Ями отрывается от неважных следующие двадцать минут бумажек, потому что у Юлиуса нос, уткнувшийся ему в шею, и руки, забравшиеся под домашнюю футболку, ледяные, а ведь Сукехиро — с документами много мороки, потому у них в паспортах лишь штамп, да по кольцу на пальцах и одна жизнь на двоих — оставил его только час назад. Мужчина подхватывает своего мужа на руки и относит в ванну, наполненную почти горячей водой — самое то для замëрзшего Юлиуса, уже истратившего запас сил, а потому ощущавшего неприятное онеменевание, не чувствуя прикосновений Ями, лишь слыша их звуки.

 

Сукехиро разматывает одеяло и бережно снимает с любимого ту одежду, в которой он заснул, чтобы перенести в воду, давая погрузиться в манящие разнообразной привычностью ощущения.
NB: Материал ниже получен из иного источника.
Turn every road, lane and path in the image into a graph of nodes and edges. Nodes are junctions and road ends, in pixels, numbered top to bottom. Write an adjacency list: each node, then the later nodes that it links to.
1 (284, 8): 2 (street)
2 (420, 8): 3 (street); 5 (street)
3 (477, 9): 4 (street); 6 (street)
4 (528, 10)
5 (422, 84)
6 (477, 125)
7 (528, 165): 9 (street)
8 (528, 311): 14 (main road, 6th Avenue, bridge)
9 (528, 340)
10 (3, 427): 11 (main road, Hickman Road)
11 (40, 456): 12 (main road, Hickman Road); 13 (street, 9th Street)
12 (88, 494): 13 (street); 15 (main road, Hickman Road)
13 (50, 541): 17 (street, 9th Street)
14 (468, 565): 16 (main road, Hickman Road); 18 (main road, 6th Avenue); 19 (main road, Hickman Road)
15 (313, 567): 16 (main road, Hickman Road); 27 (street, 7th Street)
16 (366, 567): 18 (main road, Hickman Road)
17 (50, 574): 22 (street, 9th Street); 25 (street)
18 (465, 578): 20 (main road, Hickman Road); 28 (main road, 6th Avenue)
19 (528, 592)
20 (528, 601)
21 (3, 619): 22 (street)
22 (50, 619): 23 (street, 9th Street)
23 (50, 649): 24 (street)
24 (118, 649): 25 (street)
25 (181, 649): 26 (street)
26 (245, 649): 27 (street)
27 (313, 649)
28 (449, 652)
Юлиус краснеет — не от смущения, нет, лишь от того, что отогревается. Ласковые и большие ладони, с грубой и мозолистой кожей, нежно притягивают руку ближе, а чуть потрескавшиеся губы мягко прикасаются к костяшкам, рядлм с золотым ободком кольца. Новахроно не смотрит — закрыл глаза, сосредоточась на ощущениях, оттого крайне приятных, от массажа.

 

Ями растирает и мнëт ноги и руки своего мужа, возвращая им подвижность и чувствительность на день вперëд. У Юлиуса алые уши и нежный сахарный смех, когда он притягивает Ями ближе, целомудренно поначалу, и глубже и нежнее потом, целуя его в губы, чей цвет отдаëт солëной карамелью. Сам поцелуй ощущается карамельным молоком, и Юлиус улыбается, вызывая у Ями тихий смешок — «смешинки» у них тоже общие, на двоих, словно жизнь.

 

Сукехиро спускает остывшую воду, вытирает возлюбленного и заворачивает обратно в одеяло. Юлиус утыкается носом в его шею, роняя смешок, но не пытаясь вывернуться — безумно не хочется двигаться и давать головной боли новые причины раньше нужного. Таблетка обезболивающего проваливается в желудок почти сразу, как Новахроно оказывается на мягком матрасе — боль чуть отступает, а, после мягкого поцелуя в лоб от Ями, Юлиус вовсе забывает про неë.

 

Сборы уходящего на работу мужа до Юлиуса доносятся запахом полыни, заставляющим выползти из своего кокона, чтобы выйти в коридор. Чтобы подарить ещë один поцелуй напоследок.

 

— Какое моë имя? — Ями большим пальцем разглаживает морщинки на уголке глаз Юлиуса — этот невозможный мужчина слишком часто улыбается, смеëтся и хитро прищуривает глаза.

 

— Твоë имя пахнет медовым теплом и похоже на смолу, Ями, — это тоже часть их ритуала уже как месяц.

 

Дверь хлопает, а Юлиус уходит в гостиную, чтобы закутаться в плед и сесть за свои бумаги со смешными очками на носу. И тайком вколоть почти наркотическое обезболивающее.

 

Юлиус синестезист.

 

У Юлиуса опухоль в мозгу.

 

Юлиусу осталось меньше двух недель.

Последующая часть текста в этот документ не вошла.